After 3 ½ days, or, rather, 3 ½ years, because it should be understood prophetically, the witnesses were resurrected at the return of Jesus, for the trump (the 7th Trumpet – see Revelation 11:15) would sound and the dead in Christ would be raised, incorruptible (1Corinthians 15:52). This was when the witnesses were raised up and caught up to heaven to be with the Lord (Revelation 11:11-12).
Again, I don’t believe this Scripture (Revelation 11:12) should be taken literally. Rather, it should be taken in the same sense that the enemies of the Gospel would see Jesus coming in the clouds to judge Jerusalem and the Temple. No one, literally, saw him, but they did “see” his promised judgment coming to pass (Matthew 23:31-36; 24:30) before their very eyes. Similarly, the enemies of the dead witnesses would “see” them rise from the dead and ascend into heaven, when they witnessed the fulfillment of the Gospel that the witnesses preached, coming to pass before their very eyes in the person of Titus surrounding Jerusalem (Luke 21:20-24).
When this occurred, something odd happened. The remnant became afraid and gave glory to God (Revelation 11:13). What does this mean, and who is the remnant? When Israel destroyed Jericho, rather than being blessed they came under a curse. This was because Aiken didn’t appreciate what God had done through Israel and thought to take the glory himself. When he was found out, Joshua asked him to confess his deed and give glory to God (Joshua 7:19), so Aiken repented and confessed his sin. He was executed, but he gave glory to God. What does this mean in light of Revelation 11:13? Well, these people certainly couldn’t be those who had drawn Israel away from God and kept them from entering the Kingdom of God (cp. Revelation 9:20). Rather, I believe these were those who renounced Jesus under the pressure of persecution and fell away (Matthew 24:9-12). These, I believe, are those who were part of that great departure from the faith (2Thessalonians 2:3), but in the light of the fulfillment of the Gospel’s prediction of judgment upon the wicked, they repented, but were, nevertheless, made to experience the fate of those who rejected Christ (Matthew 18:32-34; Luke 19:20-24; cp. Matthew 25:30).

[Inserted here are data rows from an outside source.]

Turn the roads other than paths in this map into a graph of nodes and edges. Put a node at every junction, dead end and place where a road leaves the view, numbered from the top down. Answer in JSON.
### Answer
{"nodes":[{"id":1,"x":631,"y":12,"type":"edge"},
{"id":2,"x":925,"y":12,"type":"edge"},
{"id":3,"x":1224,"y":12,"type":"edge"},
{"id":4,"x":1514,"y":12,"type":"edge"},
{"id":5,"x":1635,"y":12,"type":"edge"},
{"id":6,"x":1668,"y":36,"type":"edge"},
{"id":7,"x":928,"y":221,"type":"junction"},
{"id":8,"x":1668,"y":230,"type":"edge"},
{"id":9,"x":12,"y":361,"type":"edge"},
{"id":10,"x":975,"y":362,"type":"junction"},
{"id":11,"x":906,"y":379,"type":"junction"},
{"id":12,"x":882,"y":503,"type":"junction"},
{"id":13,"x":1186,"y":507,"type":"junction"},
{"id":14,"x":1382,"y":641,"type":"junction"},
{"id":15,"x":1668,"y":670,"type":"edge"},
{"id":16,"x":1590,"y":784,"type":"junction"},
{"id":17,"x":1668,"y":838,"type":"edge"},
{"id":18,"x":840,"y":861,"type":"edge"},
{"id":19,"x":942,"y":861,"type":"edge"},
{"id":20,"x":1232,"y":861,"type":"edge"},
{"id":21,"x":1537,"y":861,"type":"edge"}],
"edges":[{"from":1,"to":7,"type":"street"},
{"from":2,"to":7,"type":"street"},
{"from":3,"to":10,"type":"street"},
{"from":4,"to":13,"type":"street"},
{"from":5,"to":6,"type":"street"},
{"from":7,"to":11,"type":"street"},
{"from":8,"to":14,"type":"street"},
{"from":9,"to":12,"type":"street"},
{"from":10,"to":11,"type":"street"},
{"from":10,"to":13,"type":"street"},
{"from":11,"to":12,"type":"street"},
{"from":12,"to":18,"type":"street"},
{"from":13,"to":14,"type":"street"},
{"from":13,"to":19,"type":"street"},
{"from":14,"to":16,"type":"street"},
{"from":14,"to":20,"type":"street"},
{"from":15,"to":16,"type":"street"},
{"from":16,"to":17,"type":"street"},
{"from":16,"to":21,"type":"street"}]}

At the conclusion of the Angel’s testimony (cp. Revelation 11:1-3 and following), there was a great earthquake (Revelation 11:13), just as there was at the conclusion of the Angel’s duties as High Priest in Revelation 8:3-5. Earthquakes in Scripture often indicate the presence of God (cp. Exodus 19:16-20). Thus, the Apocalypse is showing us that God was in the judgment sent out against those who had rejected Jesus as the Lord’s Prophet, who was like Moses (cp. Deuteronomy 18:18-20), just as they had rejected him as their High Priest (Revelation 8:3-5; cp. Psalm 110:4). We shall see later in the Apocalypse that judgment finally came in the form of Jesus operating out of his office as Messiah, King of kings and Lord of lords. The second woe is now passed (cp. Revelation 8:13), and the third comes with the blowing of the seventh trumpet (Revelation 11:14).
 “The half day lends a certain support to the “year-day” hypothesis—that 3½ years are meant.” See Cambridge Bible for Schools and Colleges, and I quite agree with this interpretation.
 Such a case developed between Lutherans and Reformed groups who had cooperated with one another in a Union Church in Numidia, Pennsylvania, but a quarrel developed between the two groups, and the Lutherans built a building across the street and removed their dead from the Union / Reformed cemetery and reburied them across the street. My wife is descended from families, coming from both sides of that quarrel.